Nijinsky gives an effect in his arm gesture of himself remaining
at the center of space, a strength of voluntary limitation related,
in a way, to that of Spanish dance gesture. (This is what makes
a dancer’s arms look like a man’s instead of a boy’s.)
An actual “object” to a dancer’s
“subject” is his partner. In dancing with a partner
there is a difference between self-effacement and courtesy. Nijinsky
in his pictures is a model of courtesy. The firmness of support
he gives his partner is complete. He stands straight enough for
two. His expression toward her is intense – in Giselle it
expresses a supernatural relation, in Pavillon one of admiration,
in Faun one of desire, in Spectre one of tenderness – and
what a supporting arm that is in Spectre, as long and as strong
as two. But he observes as well as an exact personal remoteness,
he shows clearly the fact they are separate bodies. He makes a
drama of their nearness in space. And in his own choreography
– in Faun – the space between the figures becomes
a firm body of air, a lucid statement of relationship, in the
way intervening space does in the modern academy of Cézanne,
Seurat, and Picasso.
No photographer credited. Photogrpah
of Nijinsky in Le Spectre de la Rose, Budapest, undated.
Jerome Robbins Dance Division, The New York Public Library
for the Performing Arts
One is struck by the massiveness of his arms.
This quality also leads the eye back to the trunk, as in a Michelangelo
figure. But it further gives to their graceful poses amplitude
of strength that keeps them from looking innocuous or decorative.
In particular in the Narcissus pose the savage force of the arms
and legs makes credible that the hero’s narcissism was not
vanity, but an instinct that killed him, like an act of God. In
the case of Spectre, the power of the arms makes their tendril-like
bendings as natural as curvings are in a powerful world of young
desire, while weaker and more charming arms might suggest an effeminate
or saccharine coyness. There is indeed nothing effeminate in these
gestures; there is far too much force in them.
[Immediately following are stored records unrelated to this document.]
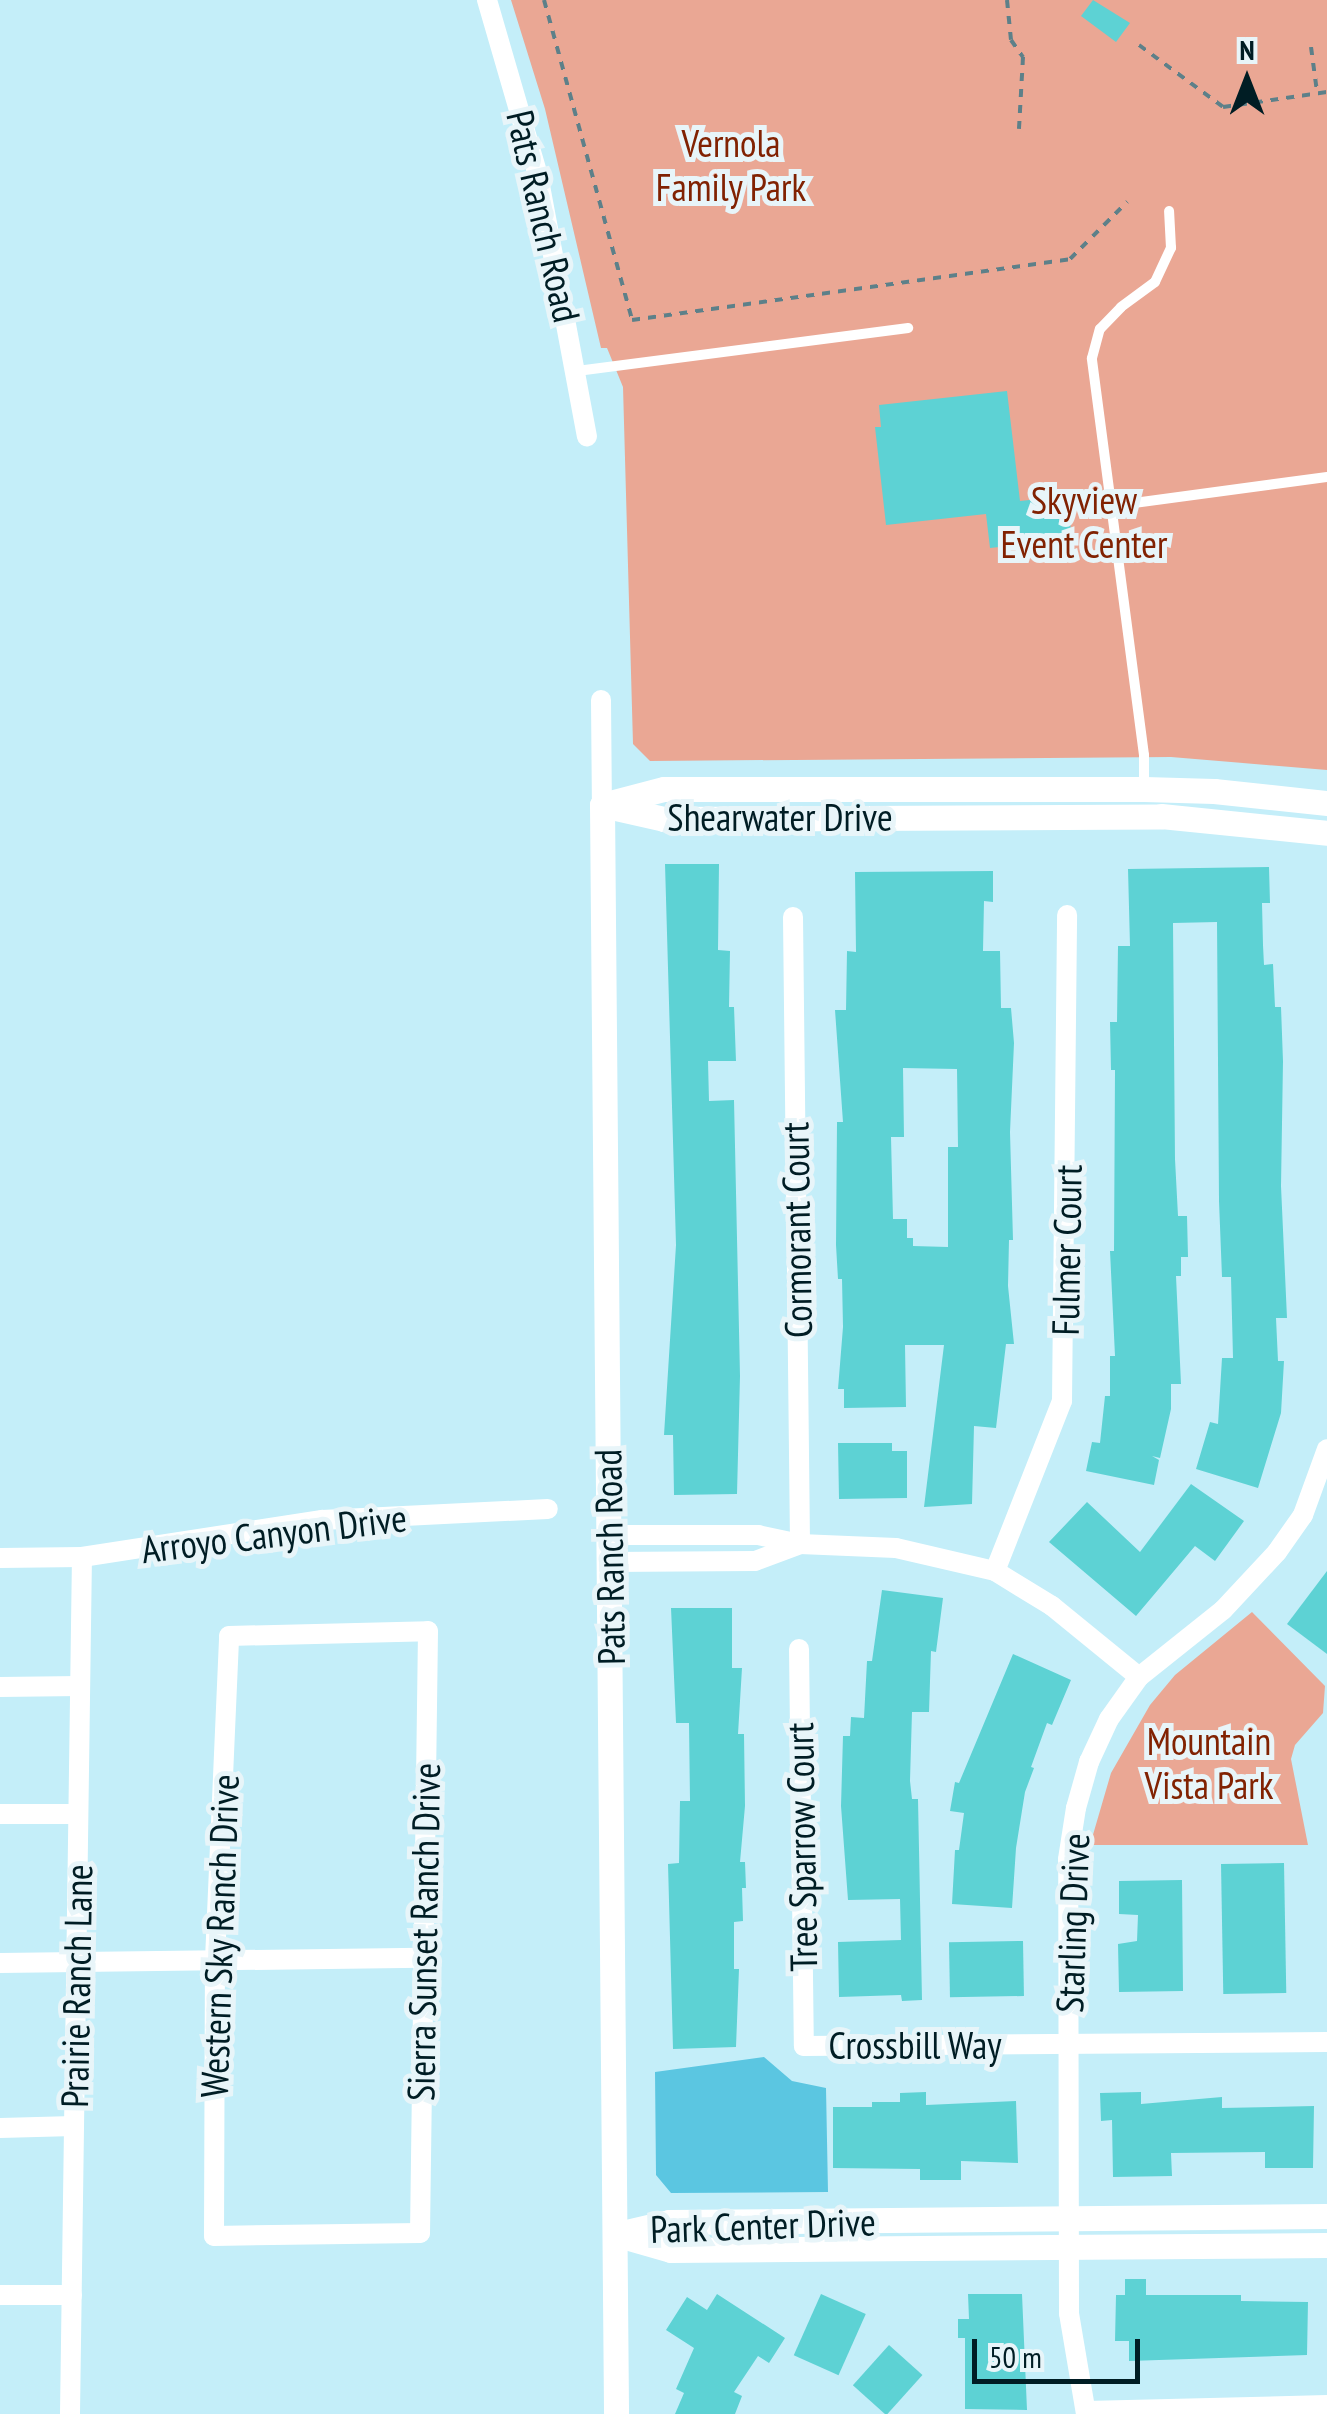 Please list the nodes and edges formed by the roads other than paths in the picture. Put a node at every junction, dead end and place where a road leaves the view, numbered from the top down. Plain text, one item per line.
1 (486, 0) edge
2 (1169, 211) dead end
3 (908, 328) dead end
4 (577, 372) junction
5 (588, 436) dead end
6 (1327, 477) edge
7 (1112, 506) junction
8 (601, 700) dead end
9 (1144, 789) junction
10 (602, 804) junction
11 (1327, 804) edge
12 (1327, 833) edge
13 (1067, 916) dead end
14 (793, 917) dead end
15 (1327, 1450) edge
16 (548, 1510) dead end
17 (609, 1535) junction
18 (800, 1544) junction
19 (82, 1557) junction
20 (0, 1558) edge
21 (610, 1562) junction
22 (995, 1572) junction
23 (230, 1636) joint
24 (799, 1649) dead end
25 (1139, 1677) junction
26 (0, 1686) edge
27 (80, 1686) junction
28 (0, 1814) edge
29 (78, 1814) junction
30 (422, 1958) junction
31 (215, 1960) junction
32 (76, 1961) junction
33 (0, 1964) edge
34 (1327, 2042) edge
35 (1068, 2045) junction
36 (804, 2046) joint
37 (74, 2126) junction
38 (0, 2128) edge
39 (1327, 2216) edge
40 (1068, 2218) junction
41 (614, 2234) junction
42 (214, 2236) joint
43 (1327, 2246) edge
44 (1069, 2247) junction
45 (0, 2295) edge
46 (72, 2295) junction
47 (1327, 2405) edge
48 (1086, 2413) edge
49 (70, 2414) edge
50 (616, 2414) edge

1 - 4 street, Pats Ranch Road
2 - 7 lane
3 - 4 lane
4 - 5 street, Pats Ranch Road
6 - 7 lane
7 - 9 lane
8 - 10 street, Pats Ranch Road
9 - 10 street, Shearwater Drive
9 - 11 street, Shearwater Drive
10 - 12 street, Shearwater Drive
10 - 17 street, Pats Ranch Road
13 - 22 street, Fulmer Court
14 - 18 street, Cormorant Court
15 - 25 street, Starling Drive
16 - 19 street, Arroyo Canyon Drive
17 - 18 street
17 - 21 street, Pats Ranch Road
18 - 21 street
18 - 22 street
19 - 20 street, Arroyo Canyon Drive
19 - 27 street, Prairie Ranch Lane
21 - 41 street, Pats Ranch Road
22 - 25 street
23 - 30 street, Sierra Sunset Ranch Drive
23 - 31 street, Western Sky Ranch Drive
24 - 36 street, Tree Sparrow Court
25 - 35 street, Starling Drive
26 - 27 street
27 - 29 street, Prairie Ranch Lane
28 - 29 street
29 - 32 street, Prairie Ranch Lane
30 - 31 street
30 - 42 street, Sierra Sunset Ranch Drive
31 - 32 street
31 - 42 street, Western Sky Ranch Drive
32 - 33 street
32 - 37 street, Prairie Ranch Lane
34 - 35 street, Crossbill Way
35 - 36 street, Crossbill Way
35 - 40 street, Starling Drive
37 - 38 street
37 - 46 street, Prairie Ranch Lane
39 - 40 street, Park Center Drive
40 - 41 street, Park Center Drive
40 - 44 street, Starling Drive
41 - 44 street, Park Center Drive
41 - 50 street, Pats Ranch Road
43 - 44 street, Park Center Drive
44 - 48 street, Starling Drive
45 - 46 street
46 - 49 street, Prairie Ranch Lane
47 - 48 street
It is interesting to try oneself to assume the
poses on the pictures, beginning with arms, shoulders, neck, and
head. The flowing line they have is deceptive. It is an unbelievable
strain to hold them. The plastic relationships turn out to be
extremely complex. As the painter de Kooning, who knows the photographs
well and many of whose ideas I am using in these notes, remarked:
Nijinsky does just the opposite of what the body would naturally
do. The plastic sense is similar to that of Michelangelo and Raphael.
One might say that the grace of them is not derived from avoiding
strain, as a layman might think, but from the heightened intelligibility
of the plastic relationships. It is an instinct for countermovement
so rich and so fully expressed, it is unique, though the plastic
theory of countermovement is inherent in ballet technique.